Italia Nostra

Data: 20 Giugno 2010

Firma per l’acqua bene comune

L’acqua è per Italia Nostra un bene comune da sempre oggetto di interesse e di tutela. Per questo motivo Italia Nostra ha espresso nel Novembre scorso viva preoccupazione per l’approvazione del Decreto Legge n° 135 del 25 Settembre 2009 (Decreto Ronchi). Come già avviene per altri beni comuni come l’aria, il paesaggio, i beni culturali ecc. non esistono fondati motivi per ritenere che la gestione dell’acqua sia obbligatoriamente privata. L’accesso all’acqua deve essere considerato un diritto fondamentale perché elemento indispensabile alla vita. Per questa motivazione la nostra Associazione assicura la propria adesione e il proprio sostegno alle azioni condotte dal Forum Italiano dei Movimenti per l’Acqua.

Se è vero che la gestione pubblica del sistema idrico (ancora maggioritaria nel paese) non ha impedito enormi sprechi e inefficienze (il 34% dell’acqua viene disperso da una rete di acquedotti ormai vetusti), è anche vero che il semplice affidamento a società private non risolverà il problema. Al perdurante spreco di questo bene essenziale si è andato assommando un aumento considerevole delle tariffe in alcuni comuni gestiti da operatori francesi e spagnoli. Un aumento di costi di questo genere, associato in alcune regioni al perdurare di una qualità scadente dell’acqua erogata dagli acquedotti locali, può incentivare ancor più il già altissimo consumo di acqua in bottiglia da parte delle famiglie italiane.

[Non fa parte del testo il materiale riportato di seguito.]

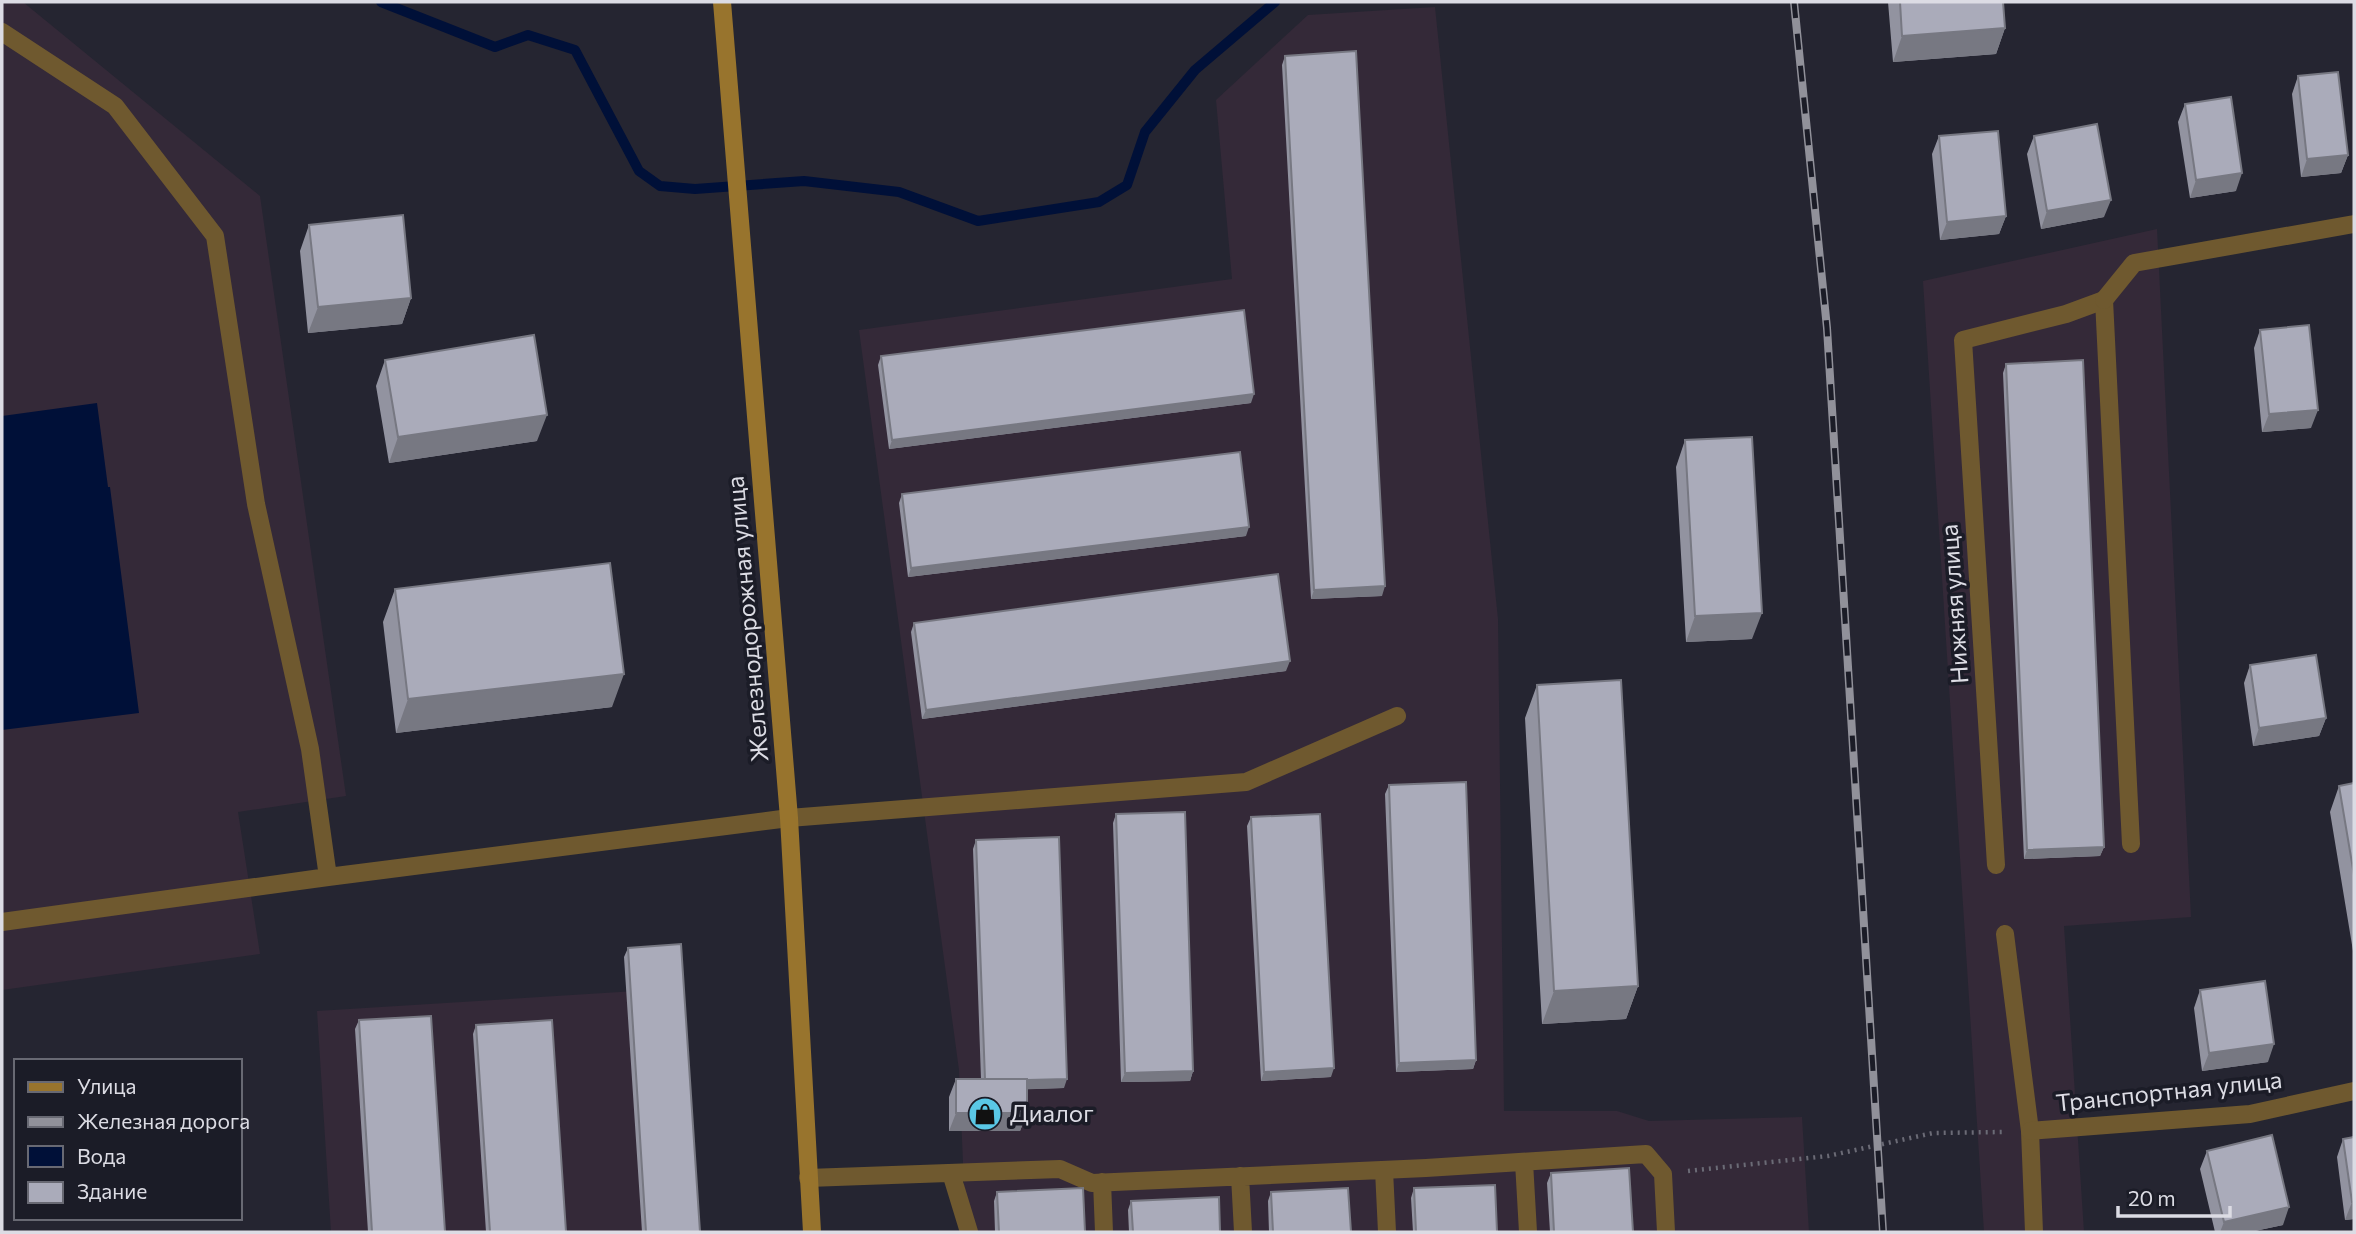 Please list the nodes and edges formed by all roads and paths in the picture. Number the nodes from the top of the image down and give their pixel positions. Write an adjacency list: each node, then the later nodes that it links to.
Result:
1 (722, 2): 6 (main road, Железнодорожная улица)
2 (2, 32): 9 (street)
3 (2354, 224): 4 (street)
4 (2104, 300): 7 (street); 8 (street, Нижняя улица)
5 (1397, 716): 6 (street)
6 (789, 818): 9 (street); 19 (main road, Железнодорожная улица)
7 (2131, 844)
8 (1996, 865)
9 (328, 877): 10 (street)
10 (2, 922)
11 (2005, 934): 13 (street)
12 (2354, 1091): 13 (street, Транспортная улица)
13 (2030, 1131): 17 (path); 28 (street)
14 (1524, 1162): 15 (street); 17 (street); 26 (street)
15 (1384, 1170): 18 (street); 25 (street)
16 (951, 1172): 19 (street); 20 (street); 22 (street)
17 (1663, 1174): 27 (street)
18 (1240, 1176): 20 (street); 24 (street)
19 (808, 1178): 21 (main road, Железнодорожная улица)
20 (1101, 1182): 23 (street)
21 (812, 1232)
22 (970, 1232)
23 (1104, 1232)
24 (1242, 1232)
25 (1387, 1232)
26 (1528, 1232)
27 (1666, 1232)
28 (2034, 1232) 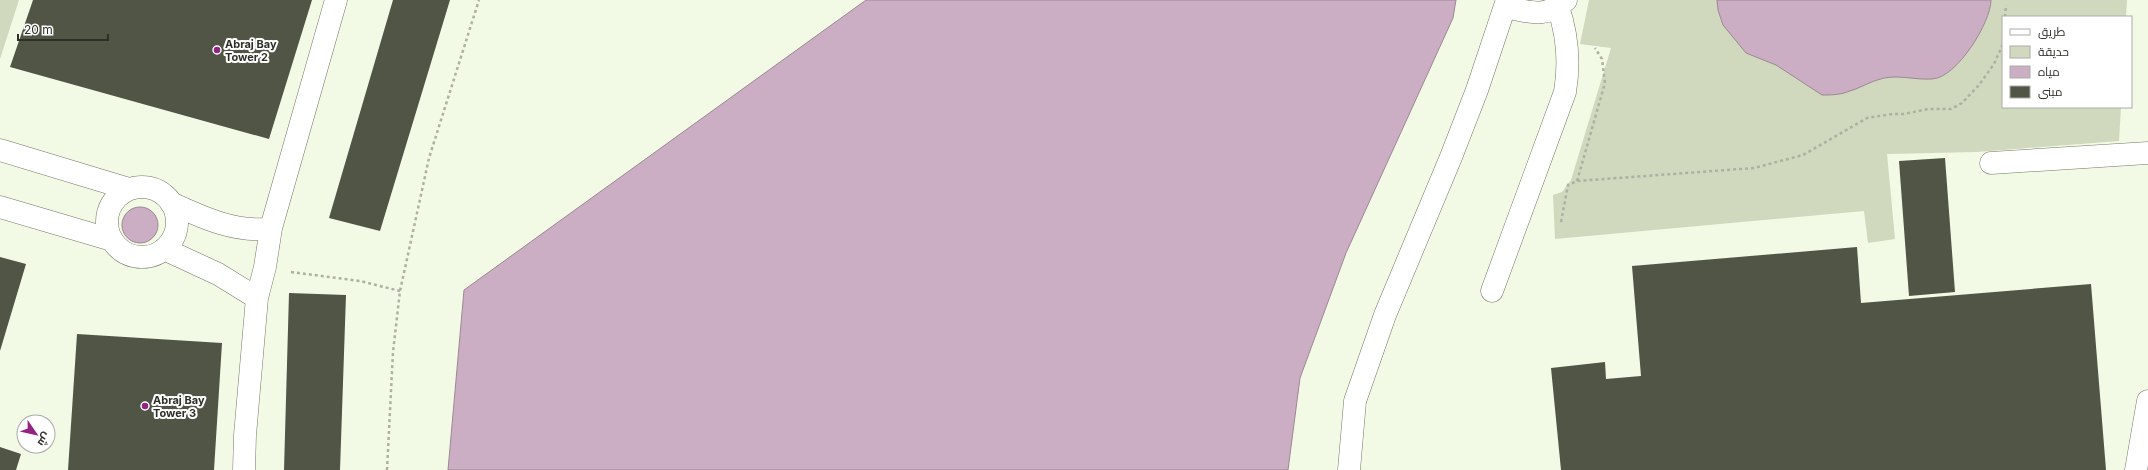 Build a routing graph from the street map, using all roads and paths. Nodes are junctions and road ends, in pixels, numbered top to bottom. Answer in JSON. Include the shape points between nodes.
{"nodes":[{"id":1,"x":336,"y":0,"type":"edge"},
{"id":2,"x":479,"y":0,"type":"edge"},
{"id":3,"x":1506,"y":3,"type":"edge"},
{"id":4,"x":1562,"y":3,"type":"edge"},
{"id":5,"x":2006,"y":5,"type":"dead end"},
{"id":6,"x":2006,"y":16,"type":"edge"},
{"id":7,"x":2002,"y":46,"type":"edge"},
{"id":8,"x":0,"y":150,"type":"edge"},
{"id":9,"x":2148,"y":153,"type":"edge"},
{"id":10,"x":1991,"y":163,"type":"dead end"},
{"id":11,"x":129,"y":189,"type":"junction"},
{"id":12,"x":171,"y":203,"type":"junction"},
{"id":13,"x":0,"y":207,"type":"edge"},
{"id":14,"x":1561,"y":222,"type":"dead end"},
{"id":15,"x":271,"y":228,"type":"junction"},
{"id":16,"x":112,"y":240,"type":"junction"},
{"id":17,"x":164,"y":249,"type":"junction"},
{"id":18,"x":290,"y":272,"type":"dead end"},
{"id":19,"x":400,"y":291,"type":"junction"},
{"id":20,"x":1492,"y":291,"type":"dead end"},
{"id":21,"x":257,"y":298,"type":"junction"},
{"id":22,"x":2148,"y":401,"type":"edge"},
{"id":23,"x":244,"y":470,"type":"edge"},
{"id":24,"x":386,"y":470,"type":"edge"},
{"id":25,"x":1348,"y":470,"type":"edge"},
{"id":26,"x":2136,"y":470,"type":"edge"}],
"edges":[{"from":1,"to":15,"type":"street"},
{"from":2,"to":19,"type":"path","via":[[429,158]]},
{"from":3,"to":4,"type":"street","via":[[1541,13]]},
{"from":3,"to":25,"type":"street","via":[[1454,149],[1385,315],[1355,401]]},
{"from":4,"to":20,"type":"street","via":[[1568,48],[1565,92]]},
{"from":5,"to":6,"type":"path"},
{"from":7,"to":14,"type":"path","via":[[1983,80],[1962,103],[1952,108],[1867,118],[1802,155],[1767,165],[1577,181],[1568,185]]},
{"from":8,"to":11,"type":"street"},
{"from":9,"to":10,"type":"street"},
{"from":11,"to":12,"type":"street","via":[[153,188],[164,194]]},
{"from":11,"to":16,"type":"street","via":[[111,206],[107,217]]},
{"from":12,"to":15,"type":"street","via":[[238,227]]},
{"from":12,"to":17,"type":"street","via":[[176,215],[176,228]]},
{"from":13,"to":16,"type":"street"},
{"from":15,"to":21,"type":"street"},
{"from":16,"to":17,"type":"street","via":[[118,248],[136,256],[146,257]]},
{"from":17,"to":21,"type":"street","via":[[218,274]]},
{"from":18,"to":19,"type":"path","via":[[360,281]]},
{"from":19,"to":24,"type":"path","via":[[393,352]]},
{"from":21,"to":23,"type":"street"},
{"from":22,"to":26,"type":"street"}]} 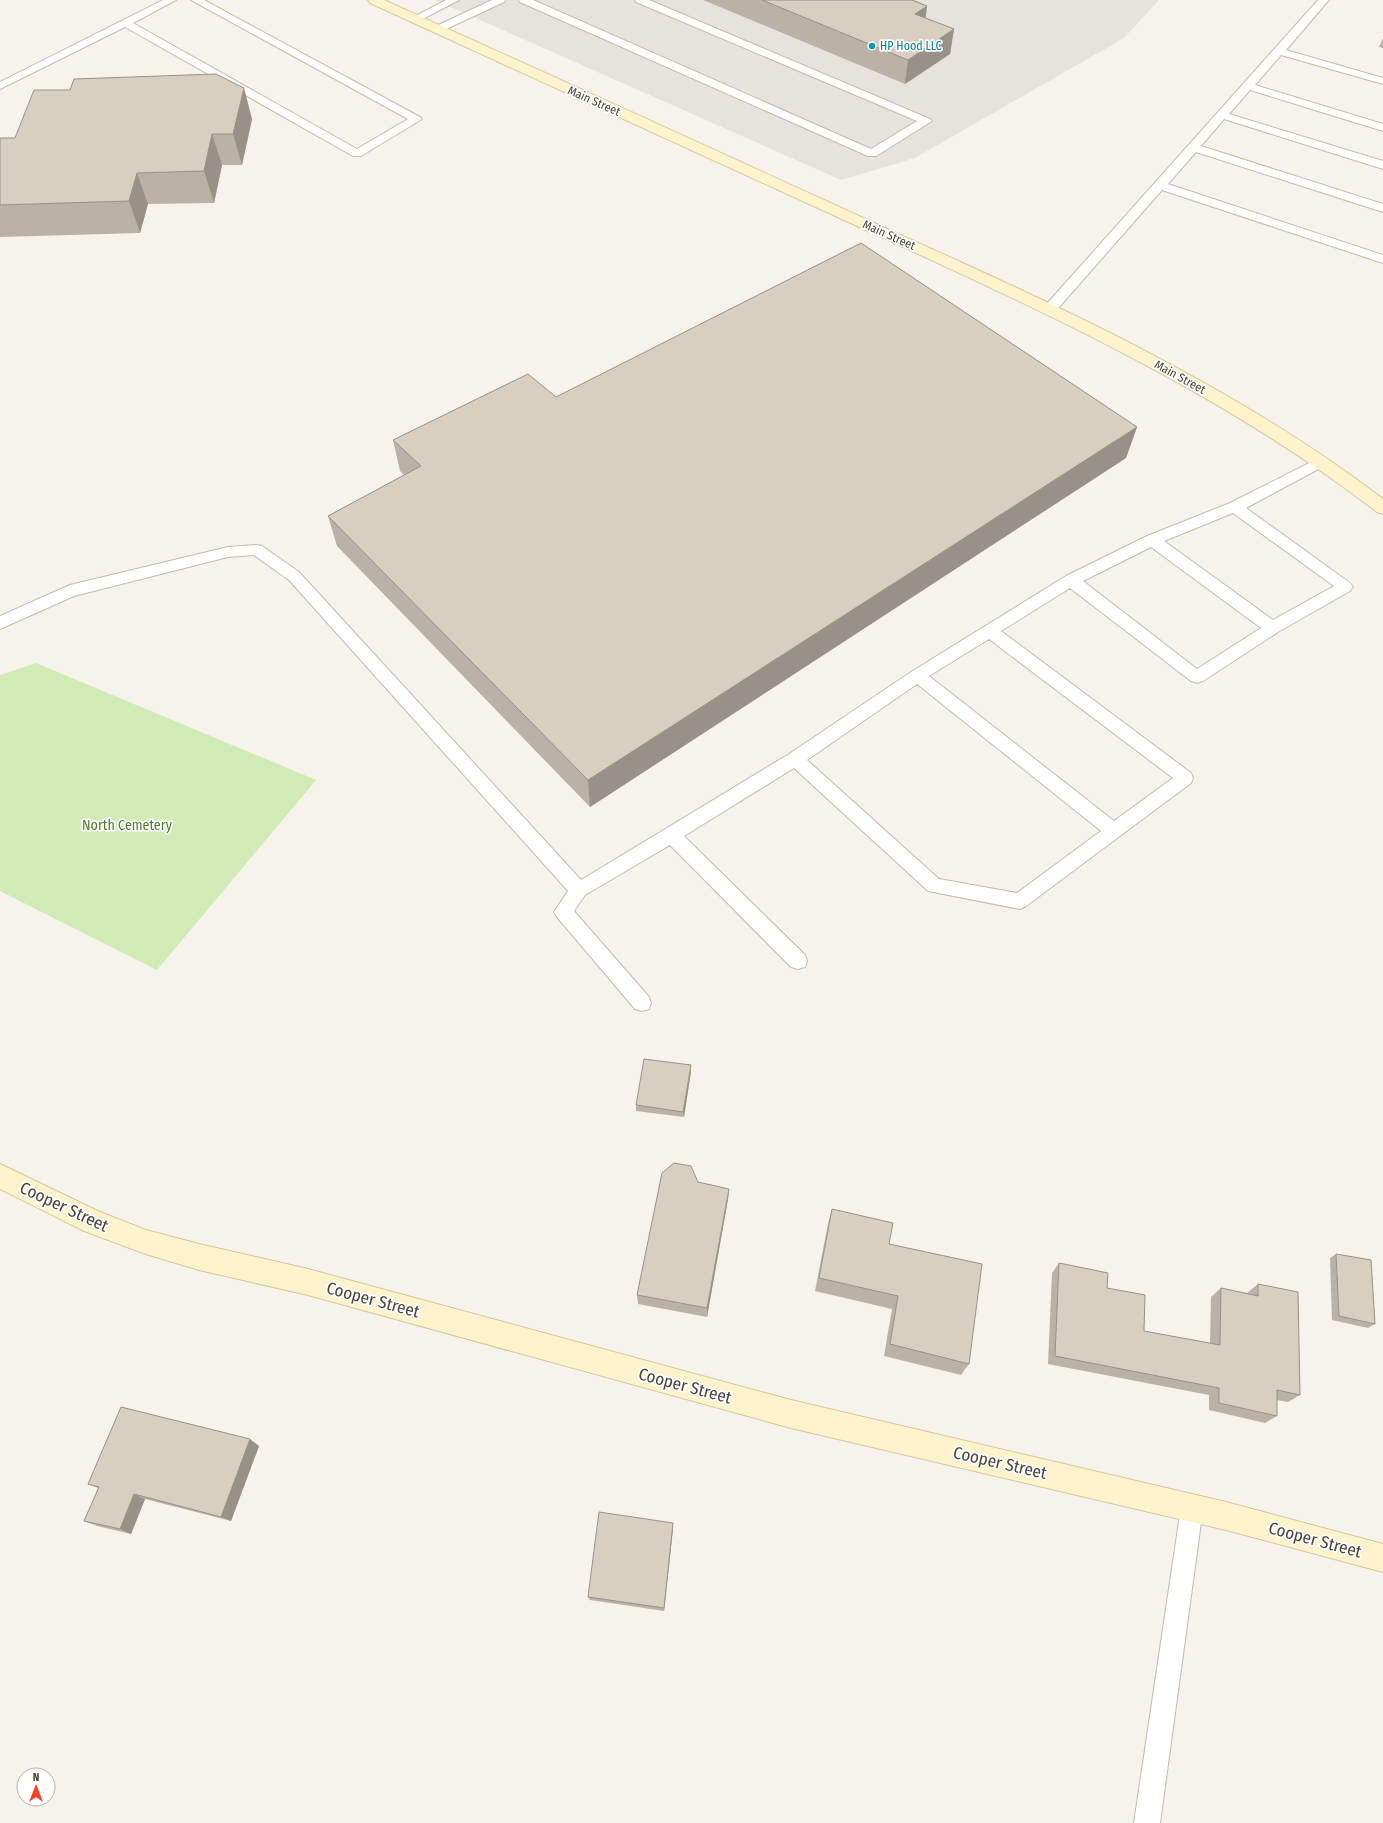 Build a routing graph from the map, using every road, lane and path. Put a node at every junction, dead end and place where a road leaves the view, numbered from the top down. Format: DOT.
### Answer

La liberalizzazione dei servizi pubblici locali, in una realtà come quella italiana carente di regole e controlli, può facilmente tradursi in una anomala concentrazione di grandi operatori, nell’entrata in scena di speculatori che comprano indebitandosi e poi non investono, o peggio ancora nell’infiltrazione della malavita in questo settore, specie in alcune regioni ad altissimo rischio criminalità.

Per tale ragione Italia Nostra chiede che la proprietà pubblica ed il governo dell’acqua non sia solo una dichiarazione di principio inserita nel decreto Ronchi, ma che a tale dichiarazione si dia seguito con la costituzione di un’Authority nazionale e di organismi locali che, in applicazione del principio costituzionale di sussidiarietà, vedano coinvolte nel controllo della gestione le associazioni ed i comitati che in questi anni si sono mobilitati per la tutela dell’acqua pubblica.